- Directions for this task -
Reproduce the records below exactly; no pictures.

━━━━━━

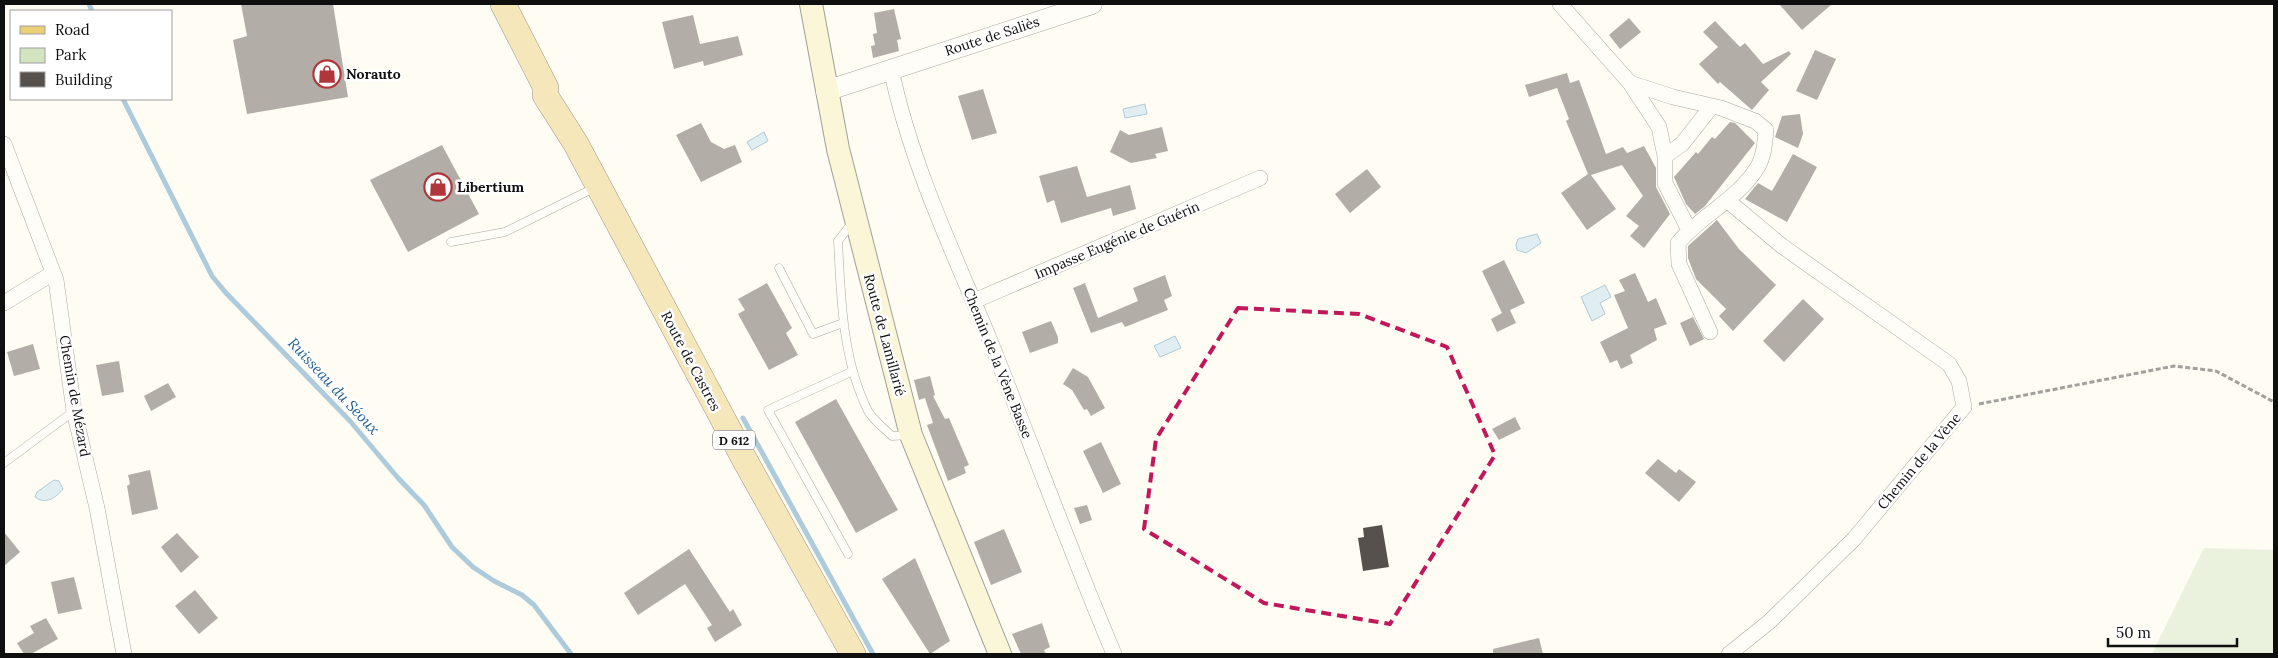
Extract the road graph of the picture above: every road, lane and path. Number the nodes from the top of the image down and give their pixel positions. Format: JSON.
{"nodes":[{"id":1,"x":497,"y":4,"type":"edge"},
{"id":2,"x":503,"y":4,"type":"edge"},
{"id":3,"x":811,"y":4,"type":"edge"},
{"id":4,"x":1092,"y":4,"type":"edge"},
{"id":5,"x":1560,"y":4,"type":"edge"},
{"id":6,"x":518,"y":32,"type":"junction"},
{"id":7,"x":891,"y":69,"type":"junction"},
{"id":8,"x":1630,"y":83,"type":"junction"},
{"id":9,"x":826,"y":91,"type":"junction"},
{"id":10,"x":1712,"y":106,"type":"junction"},
{"id":11,"x":4,"y":144,"type":"edge"},
{"id":12,"x":1665,"y":156,"type":"junction"},
{"id":13,"x":1260,"y":178,"type":"dead end"},
{"id":14,"x":598,"y":186,"type":"junction"},
{"id":15,"x":1728,"y":201,"type":"junction"},
{"id":16,"x":854,"y":221,"type":"junction"},
{"id":17,"x":1689,"y":230,"type":"junction"},
{"id":18,"x":451,"y":242,"type":"dead end"},
{"id":19,"x":779,"y":268,"type":"dead end"},
{"id":20,"x":53,"y":273,"type":"junction"},
{"id":21,"x":974,"y":302,"type":"junction"},
{"id":22,"x":4,"y":303,"type":"edge"},
{"id":23,"x":843,"y":322,"type":"junction"},
{"id":24,"x":1710,"y":332,"type":"dead end"},
{"id":25,"x":854,"y":371,"type":"junction"},
{"id":26,"x":2274,"y":402,"type":"edge"},
{"id":27,"x":1972,"y":405,"type":"dead end"},
{"id":28,"x":74,"y":412,"type":"junction"},
{"id":29,"x":911,"y":435,"type":"junction"},
{"id":30,"x":4,"y":463,"type":"edge"},
{"id":31,"x":848,"y":554,"type":"dead end"},
{"id":32,"x":124,"y":654,"type":"edge"},
{"id":33,"x":853,"y":654,"type":"edge"},
{"id":34,"x":1000,"y":654,"type":"edge"},
{"id":35,"x":1114,"y":654,"type":"edge"},
{"id":36,"x":1729,"y":654,"type":"edge"}],
"edges":[{"from":1,"to":6,"type":"street"},
{"from":2,"to":6,"type":"main road","name":"Route de Castres","number":"D 612"},
{"from":3,"to":9,"type":"main road","name":"Route de Lamillarié"},
{"from":4,"to":7,"type":"street","name":"Route de Saliès"},
{"from":5,"to":8,"type":"street"},
{"from":6,"to":14,"type":"main road","name":"Route de Castres","number":"D 612"},
{"from":7,"to":9,"type":"street","name":"Route de Saliès"},
{"from":7,"to":21,"type":"street","name":"Chemin de la Vène Basse"},
{"from":8,"to":10,"type":"street"},
{"from":8,"to":12,"type":"street"},
{"from":9,"to":16,"type":"main road","name":"Route de Lamillarié"},
{"from":10,"to":12,"type":"street"},
{"from":10,"to":15,"type":"street"},
{"from":11,"to":20,"type":"street","name":"Chemin de Mézard"},
{"from":12,"to":17,"type":"street"},
{"from":13,"to":21,"type":"street","name":"Impasse Eugénie de Guérin"},
{"from":14,"to":18,"type":"lane"},
{"from":14,"to":33,"type":"main road","name":"Route de Castres","number":"D 612"},
{"from":15,"to":17,"type":"street"},
{"from":15,"to":36,"type":"street","name":"Chemin de la Vène"},
{"from":16,"to":23,"type":"lane"},
{"from":16,"to":29,"type":"main road","name":"Route de Lamillarié"},
{"from":17,"to":24,"type":"street"},
{"from":19,"to":23,"type":"lane"},
{"from":20,"to":22,"type":"street"},
{"from":20,"to":28,"type":"street","name":"Chemin de Mézard"},
{"from":21,"to":35,"type":"street","name":"Chemin de la Vène Basse"},
{"from":23,"to":25,"type":"lane"},
{"from":25,"to":29,"type":"lane"},
{"from":25,"to":31,"type":"lane"},
{"from":26,"to":27,"type":"path"},
{"from":28,"to":30,"type":"lane"},
{"from":28,"to":32,"type":"street","name":"Chemin de Mézard"},
{"from":29,"to":34,"type":"main road","name":"Route de Lamillarié"}]}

━━━━━━

- Task answer -
Extract the road graph of the picture above: every road, lane and path. Number the nodes from the top of the image down and give their pixel positions. Format: JSON.
{"nodes":[{"id":1,"x":497,"y":4,"type":"edge"},
{"id":2,"x":503,"y":4,"type":"edge"},
{"id":3,"x":811,"y":4,"type":"edge"},
{"id":4,"x":1092,"y":4,"type":"edge"},
{"id":5,"x":1560,"y":4,"type":"edge"},
{"id":6,"x":518,"y":32,"type":"junction"},
{"id":7,"x":891,"y":69,"type":"junction"},
{"id":8,"x":1630,"y":83,"type":"junction"},
{"id":9,"x":826,"y":91,"type":"junction"},
{"id":10,"x":1712,"y":106,"type":"junction"},
{"id":11,"x":4,"y":144,"type":"edge"},
{"id":12,"x":1665,"y":156,"type":"junction"},
{"id":13,"x":1260,"y":178,"type":"dead end"},
{"id":14,"x":598,"y":186,"type":"junction"},
{"id":15,"x":1728,"y":201,"type":"junction"},
{"id":16,"x":854,"y":221,"type":"junction"},
{"id":17,"x":1689,"y":230,"type":"junction"},
{"id":18,"x":451,"y":242,"type":"dead end"},
{"id":19,"x":779,"y":268,"type":"dead end"},
{"id":20,"x":53,"y":273,"type":"junction"},
{"id":21,"x":974,"y":302,"type":"junction"},
{"id":22,"x":4,"y":303,"type":"edge"},
{"id":23,"x":843,"y":322,"type":"junction"},
{"id":24,"x":1710,"y":332,"type":"dead end"},
{"id":25,"x":854,"y":371,"type":"junction"},
{"id":26,"x":2274,"y":402,"type":"edge"},
{"id":27,"x":1972,"y":405,"type":"dead end"},
{"id":28,"x":74,"y":412,"type":"junction"},
{"id":29,"x":911,"y":435,"type":"junction"},
{"id":30,"x":4,"y":463,"type":"edge"},
{"id":31,"x":848,"y":554,"type":"dead end"},
{"id":32,"x":124,"y":654,"type":"edge"},
{"id":33,"x":853,"y":654,"type":"edge"},
{"id":34,"x":1000,"y":654,"type":"edge"},
{"id":35,"x":1114,"y":654,"type":"edge"},
{"id":36,"x":1729,"y":654,"type":"edge"}],
"edges":[{"from":1,"to":6,"type":"street"},
{"from":2,"to":6,"type":"main road","name":"Route de Castres","number":"D 612"},
{"from":3,"to":9,"type":"main road","name":"Route de Lamillarié"},
{"from":4,"to":7,"type":"street","name":"Route de Saliès"},
{"from":5,"to":8,"type":"street"},
{"from":6,"to":14,"type":"main road","name":"Route de Castres","number":"D 612"},
{"from":7,"to":9,"type":"street","name":"Route de Saliès"},
{"from":7,"to":21,"type":"street","name":"Chemin de la Vène Basse"},
{"from":8,"to":10,"type":"street"},
{"from":8,"to":12,"type":"street"},
{"from":9,"to":16,"type":"main road","name":"Route de Lamillarié"},
{"from":10,"to":12,"type":"street"},
{"from":10,"to":15,"type":"street"},
{"from":11,"to":20,"type":"street","name":"Chemin de Mézard"},
{"from":12,"to":17,"type":"street"},
{"from":13,"to":21,"type":"street","name":"Impasse Eugénie de Guérin"},
{"from":14,"to":18,"type":"lane"},
{"from":14,"to":33,"type":"main road","name":"Route de Castres","number":"D 612"},
{"from":15,"to":17,"type":"street"},
{"from":15,"to":36,"type":"street","name":"Chemin de la Vène"},
{"from":16,"to":23,"type":"lane"},
{"from":16,"to":29,"type":"main road","name":"Route de Lamillarié"},
{"from":17,"to":24,"type":"street"},
{"from":19,"to":23,"type":"lane"},
{"from":20,"to":22,"type":"street"},
{"from":20,"to":28,"type":"street","name":"Chemin de Mézard"},
{"from":21,"to":35,"type":"street","name":"Chemin de la Vène Basse"},
{"from":23,"to":25,"type":"lane"},
{"from":25,"to":29,"type":"lane"},
{"from":25,"to":31,"type":"lane"},
{"from":26,"to":27,"type":"path"},
{"from":28,"to":30,"type":"lane"},
{"from":28,"to":32,"type":"street","name":"Chemin de Mézard"},
{"from":29,"to":34,"type":"main road","name":"Route de Lamillarié"}]}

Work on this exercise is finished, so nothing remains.